• Exercise details: Repeat the listing below exactly.
"""
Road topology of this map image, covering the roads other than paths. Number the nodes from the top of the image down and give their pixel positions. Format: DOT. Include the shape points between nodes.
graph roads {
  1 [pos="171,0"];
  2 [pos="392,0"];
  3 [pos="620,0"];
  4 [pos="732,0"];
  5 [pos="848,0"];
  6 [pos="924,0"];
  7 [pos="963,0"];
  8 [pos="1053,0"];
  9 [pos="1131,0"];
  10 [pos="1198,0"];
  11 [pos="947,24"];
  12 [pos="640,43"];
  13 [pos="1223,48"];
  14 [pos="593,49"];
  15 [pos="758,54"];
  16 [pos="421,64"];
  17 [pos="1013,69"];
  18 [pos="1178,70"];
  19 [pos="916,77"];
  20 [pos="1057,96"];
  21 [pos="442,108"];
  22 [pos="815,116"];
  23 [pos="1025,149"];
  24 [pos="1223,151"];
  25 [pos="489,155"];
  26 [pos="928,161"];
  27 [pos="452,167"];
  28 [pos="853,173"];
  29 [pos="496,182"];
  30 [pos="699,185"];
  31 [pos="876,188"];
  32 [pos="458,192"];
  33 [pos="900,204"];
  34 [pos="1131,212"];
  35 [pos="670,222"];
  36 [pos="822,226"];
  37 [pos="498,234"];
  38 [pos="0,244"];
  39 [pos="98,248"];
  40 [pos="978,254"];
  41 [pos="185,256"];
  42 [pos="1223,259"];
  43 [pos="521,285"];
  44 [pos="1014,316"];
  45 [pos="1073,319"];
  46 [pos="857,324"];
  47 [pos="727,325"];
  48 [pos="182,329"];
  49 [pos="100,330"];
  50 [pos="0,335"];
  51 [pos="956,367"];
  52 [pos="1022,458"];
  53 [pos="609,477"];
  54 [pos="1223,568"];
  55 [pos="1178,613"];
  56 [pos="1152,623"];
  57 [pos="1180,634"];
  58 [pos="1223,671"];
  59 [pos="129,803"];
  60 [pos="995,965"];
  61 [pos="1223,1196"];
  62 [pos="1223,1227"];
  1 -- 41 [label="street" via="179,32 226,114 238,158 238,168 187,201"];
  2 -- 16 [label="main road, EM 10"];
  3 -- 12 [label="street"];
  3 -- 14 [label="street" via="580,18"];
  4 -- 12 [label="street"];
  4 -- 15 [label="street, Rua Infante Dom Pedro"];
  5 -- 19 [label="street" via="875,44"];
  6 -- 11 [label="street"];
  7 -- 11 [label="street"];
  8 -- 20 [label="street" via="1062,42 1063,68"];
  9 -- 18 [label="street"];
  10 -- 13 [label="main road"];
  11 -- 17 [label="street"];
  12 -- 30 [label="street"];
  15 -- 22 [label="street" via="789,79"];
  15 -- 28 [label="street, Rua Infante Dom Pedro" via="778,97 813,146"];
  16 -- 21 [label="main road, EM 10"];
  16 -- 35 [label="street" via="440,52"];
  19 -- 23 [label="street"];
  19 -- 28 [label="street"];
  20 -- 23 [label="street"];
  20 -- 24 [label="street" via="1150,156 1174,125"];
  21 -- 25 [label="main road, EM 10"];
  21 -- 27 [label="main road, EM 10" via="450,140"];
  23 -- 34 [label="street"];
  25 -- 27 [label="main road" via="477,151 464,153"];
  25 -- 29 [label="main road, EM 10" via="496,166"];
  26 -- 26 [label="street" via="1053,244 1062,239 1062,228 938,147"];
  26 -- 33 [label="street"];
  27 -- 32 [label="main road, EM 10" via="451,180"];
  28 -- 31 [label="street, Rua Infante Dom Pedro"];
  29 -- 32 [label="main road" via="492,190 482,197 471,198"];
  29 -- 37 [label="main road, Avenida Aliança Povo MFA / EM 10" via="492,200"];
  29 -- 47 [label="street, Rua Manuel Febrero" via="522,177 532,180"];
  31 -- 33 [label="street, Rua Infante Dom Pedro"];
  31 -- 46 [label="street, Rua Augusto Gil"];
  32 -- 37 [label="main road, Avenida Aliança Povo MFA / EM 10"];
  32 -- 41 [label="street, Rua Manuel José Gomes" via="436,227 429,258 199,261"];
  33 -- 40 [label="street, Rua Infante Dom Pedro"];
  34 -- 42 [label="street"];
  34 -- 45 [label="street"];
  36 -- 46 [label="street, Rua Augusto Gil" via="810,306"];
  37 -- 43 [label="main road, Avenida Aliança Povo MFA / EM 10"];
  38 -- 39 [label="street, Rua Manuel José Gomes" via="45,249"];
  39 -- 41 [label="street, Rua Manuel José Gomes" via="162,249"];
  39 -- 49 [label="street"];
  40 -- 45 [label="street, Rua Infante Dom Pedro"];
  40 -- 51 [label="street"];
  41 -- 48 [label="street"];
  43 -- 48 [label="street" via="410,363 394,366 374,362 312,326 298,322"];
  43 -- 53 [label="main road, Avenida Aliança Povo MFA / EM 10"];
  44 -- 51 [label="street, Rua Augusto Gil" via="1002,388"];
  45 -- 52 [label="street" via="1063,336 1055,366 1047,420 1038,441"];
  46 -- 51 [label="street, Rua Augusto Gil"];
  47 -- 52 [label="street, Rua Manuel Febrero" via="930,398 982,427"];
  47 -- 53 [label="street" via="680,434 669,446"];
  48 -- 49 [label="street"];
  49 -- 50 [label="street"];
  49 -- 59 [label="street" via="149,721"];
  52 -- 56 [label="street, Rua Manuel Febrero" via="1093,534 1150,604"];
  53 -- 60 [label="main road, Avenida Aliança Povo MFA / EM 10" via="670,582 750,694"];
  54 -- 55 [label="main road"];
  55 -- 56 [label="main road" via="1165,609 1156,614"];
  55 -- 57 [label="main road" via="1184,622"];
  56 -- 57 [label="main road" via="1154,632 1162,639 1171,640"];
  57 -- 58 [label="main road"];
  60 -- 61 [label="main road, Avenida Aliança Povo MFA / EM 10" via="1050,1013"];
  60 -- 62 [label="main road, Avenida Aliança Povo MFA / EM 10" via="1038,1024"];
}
"""
• Finished task:
Road topology of this map image, covering the roads other than paths. Number the nodes from the top of the image down and give their pixel positions. Format: DOT. Include the shape points between nodes.
graph roads {
  1 [pos="171,0"];
  2 [pos="392,0"];
  3 [pos="620,0"];
  4 [pos="732,0"];
  5 [pos="848,0"];
  6 [pos="924,0"];
  7 [pos="963,0"];
  8 [pos="1053,0"];
  9 [pos="1131,0"];
  10 [pos="1198,0"];
  11 [pos="947,24"];
  12 [pos="640,43"];
  13 [pos="1223,48"];
  14 [pos="593,49"];
  15 [pos="758,54"];
  16 [pos="421,64"];
  17 [pos="1013,69"];
  18 [pos="1178,70"];
  19 [pos="916,77"];
  20 [pos="1057,96"];
  21 [pos="442,108"];
  22 [pos="815,116"];
  23 [pos="1025,149"];
  24 [pos="1223,151"];
  25 [pos="489,155"];
  26 [pos="928,161"];
  27 [pos="452,167"];
  28 [pos="853,173"];
  29 [pos="496,182"];
  30 [pos="699,185"];
  31 [pos="876,188"];
  32 [pos="458,192"];
  33 [pos="900,204"];
  34 [pos="1131,212"];
  35 [pos="670,222"];
  36 [pos="822,226"];
  37 [pos="498,234"];
  38 [pos="0,244"];
  39 [pos="98,248"];
  40 [pos="978,254"];
  41 [pos="185,256"];
  42 [pos="1223,259"];
  43 [pos="521,285"];
  44 [pos="1014,316"];
  45 [pos="1073,319"];
  46 [pos="857,324"];
  47 [pos="727,325"];
  48 [pos="182,329"];
  49 [pos="100,330"];
  50 [pos="0,335"];
  51 [pos="956,367"];
  52 [pos="1022,458"];
  53 [pos="609,477"];
  54 [pos="1223,568"];
  55 [pos="1178,613"];
  56 [pos="1152,623"];
  57 [pos="1180,634"];
  58 [pos="1223,671"];
  59 [pos="129,803"];
  60 [pos="995,965"];
  61 [pos="1223,1196"];
  62 [pos="1223,1227"];
  1 -- 41 [label="street" via="179,32 226,114 238,158 238,168 187,201"];
  2 -- 16 [label="main road, EM 10"];
  3 -- 12 [label="street"];
  3 -- 14 [label="street" via="580,18"];
  4 -- 12 [label="street"];
  4 -- 15 [label="street, Rua Infante Dom Pedro"];
  5 -- 19 [label="street" via="875,44"];
  6 -- 11 [label="street"];
  7 -- 11 [label="street"];
  8 -- 20 [label="street" via="1062,42 1063,68"];
  9 -- 18 [label="street"];
  10 -- 13 [label="main road"];
  11 -- 17 [label="street"];
  12 -- 30 [label="street"];
  15 -- 22 [label="street" via="789,79"];
  15 -- 28 [label="street, Rua Infante Dom Pedro" via="778,97 813,146"];
  16 -- 21 [label="main road, EM 10"];
  16 -- 35 [label="street" via="440,52"];
  19 -- 23 [label="street"];
  19 -- 28 [label="street"];
  20 -- 23 [label="street"];
  20 -- 24 [label="street" via="1150,156 1174,125"];
  21 -- 25 [label="main road, EM 10"];
  21 -- 27 [label="main road, EM 10" via="450,140"];
  23 -- 34 [label="street"];
  25 -- 27 [label="main road" via="477,151 464,153"];
  25 -- 29 [label="main road, EM 10" via="496,166"];
  26 -- 26 [label="street" via="1053,244 1062,239 1062,228 938,147"];
  26 -- 33 [label="street"];
  27 -- 32 [label="main road, EM 10" via="451,180"];
  28 -- 31 [label="street, Rua Infante Dom Pedro"];
  29 -- 32 [label="main road" via="492,190 482,197 471,198"];
  29 -- 37 [label="main road, Avenida Aliança Povo MFA / EM 10" via="492,200"];
  29 -- 47 [label="street, Rua Manuel Febrero" via="522,177 532,180"];
  31 -- 33 [label="street, Rua Infante Dom Pedro"];
  31 -- 46 [label="street, Rua Augusto Gil"];
  32 -- 37 [label="main road, Avenida Aliança Povo MFA / EM 10"];
  32 -- 41 [label="street, Rua Manuel José Gomes" via="436,227 429,258 199,261"];
  33 -- 40 [label="street, Rua Infante Dom Pedro"];
  34 -- 42 [label="street"];
  34 -- 45 [label="street"];
  36 -- 46 [label="street, Rua Augusto Gil" via="810,306"];
  37 -- 43 [label="main road, Avenida Aliança Povo MFA / EM 10"];
  38 -- 39 [label="street, Rua Manuel José Gomes" via="45,249"];
  39 -- 41 [label="street, Rua Manuel José Gomes" via="162,249"];
  39 -- 49 [label="street"];
  40 -- 45 [label="street, Rua Infante Dom Pedro"];
  40 -- 51 [label="street"];
  41 -- 48 [label="street"];
  43 -- 48 [label="street" via="410,363 394,366 374,362 312,326 298,322"];
  43 -- 53 [label="main road, Avenida Aliança Povo MFA / EM 10"];
  44 -- 51 [label="street, Rua Augusto Gil" via="1002,388"];
  45 -- 52 [label="street" via="1063,336 1055,366 1047,420 1038,441"];
  46 -- 51 [label="street, Rua Augusto Gil"];
  47 -- 52 [label="street, Rua Manuel Febrero" via="930,398 982,427"];
  47 -- 53 [label="street" via="680,434 669,446"];
  48 -- 49 [label="street"];
  49 -- 50 [label="street"];
  49 -- 59 [label="street" via="149,721"];
  52 -- 56 [label="street, Rua Manuel Febrero" via="1093,534 1150,604"];
  53 -- 60 [label="main road, Avenida Aliança Povo MFA / EM 10" via="670,582 750,694"];
  54 -- 55 [label="main road"];
  55 -- 56 [label="main road" via="1165,609 1156,614"];
  55 -- 57 [label="main road" via="1184,622"];
  56 -- 57 [label="main road" via="1154,632 1162,639 1171,640"];
  57 -- 58 [label="main road"];
  60 -- 61 [label="main road, Avenida Aliança Povo MFA / EM 10" via="1050,1013"];
  60 -- 62 [label="main road, Avenida Aliança Povo MFA / EM 10" via="1038,1024"];
}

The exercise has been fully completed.